Rhoda Alayne Hendrick was born in Brooklyn on June 7, 1930. Her mom, a homemaker and bookkeeper, and her father, a salesman, had been each Jewish immigrants from Japanese Europe.

Ms. Karpatkin was a 1951 graduate of Brooklyn Faculty, the place she labored on the varsity newspaper earlier than discarding her plans for profession in journalism. She needed “to do essential issues, not report on them,” she informed the Occasions.

After graduating from Yale Legislation Faculty in 1953, she entered personal follow, specializing in civil rights, civil liberties and training circumstances. In addition to Customers Union, her shoppers included the American Civil Liberties Union and conscientious objectors to the Vietnam Battle.

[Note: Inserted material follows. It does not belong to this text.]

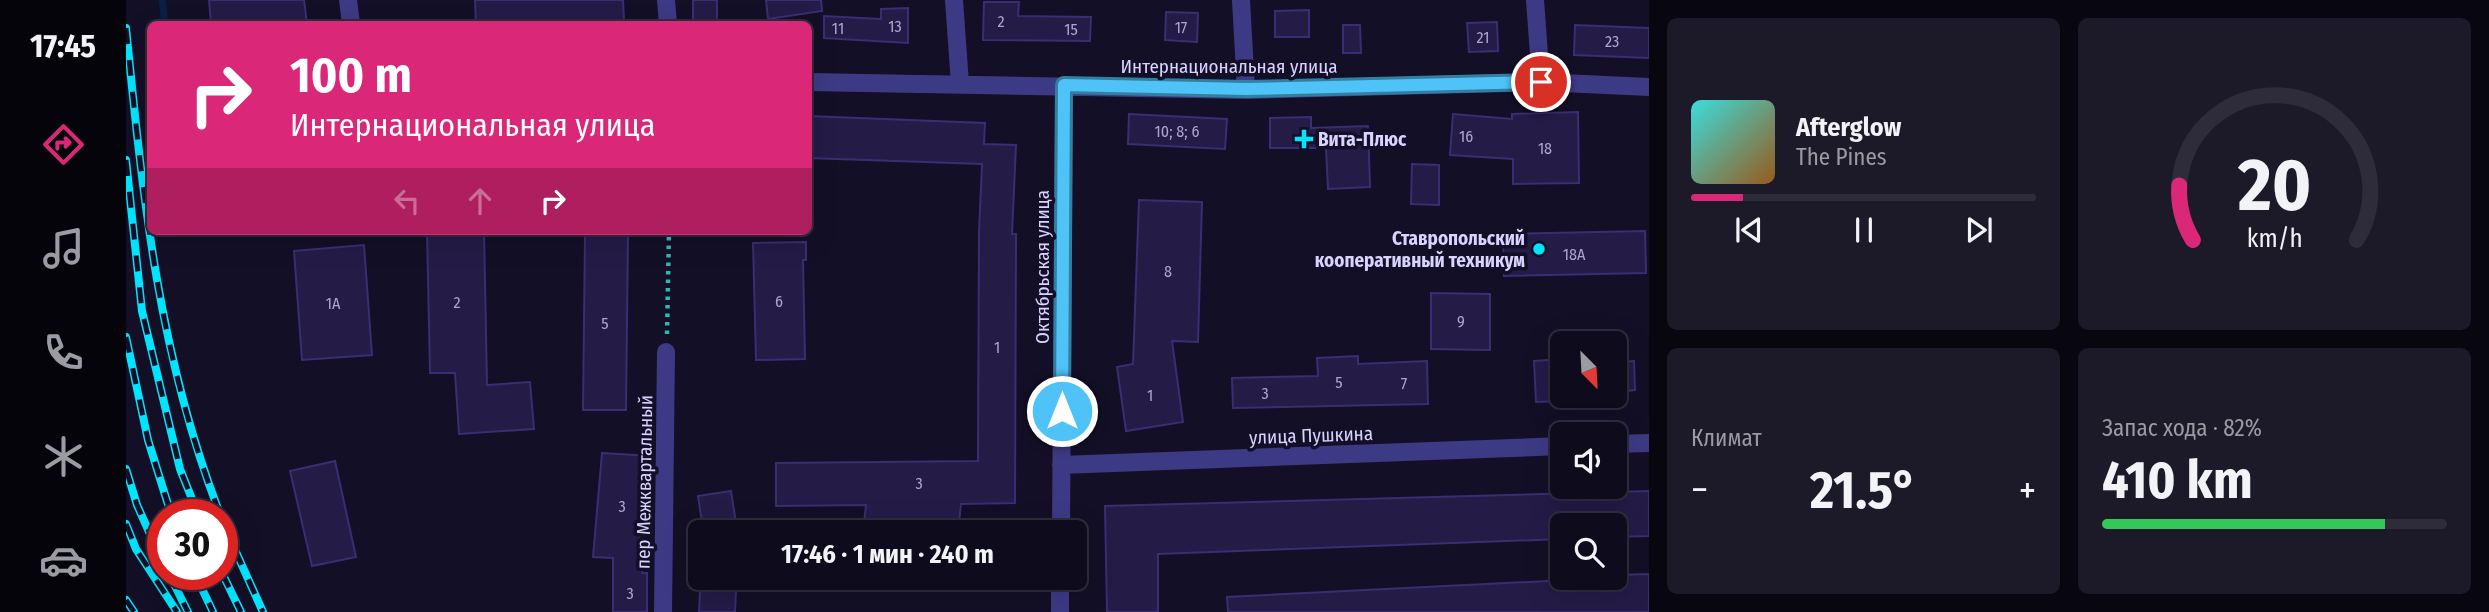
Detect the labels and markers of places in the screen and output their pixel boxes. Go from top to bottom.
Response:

She served two phrases as president of Customers Worldwide, a membership group for shopper activist teams.

Ms. Karpatkin’s husband, Marvin M. Karpatkin, died in 1975 after 23 years of marriage. Her longtime associate Bruno Aron died in 2009.

Survivors embrace three youngsters, Deborah Karpatkin of Manhattan, Herbert Karpatkin of Brooklyn and Jeremy Karpatkin of Philadelphia; 10 grandchildren; and 4 great-grandchildren.

Ms. Karpatkin cautioned towards the pitfalls of consumerism.

“Increasingly more the ads and business messages we see equate a contented and glad life with proudly owning explicit sorts of merchandise or explicit merchandise,” she informed the Austin American-Statesman in 1999. “And that, to a really massive extent, will change into a false message.”

But when one needed to store, it was greatest to take action in an informed trend, and in her personal outings to shops, Ms. Karpatkin usually carried together with her the related subject of Shopper Studies.

With out realizing who she was, “folks will observe me round, asking to borrow it or watching what I purchase,” she stated. “It’s a beautiful feeling.”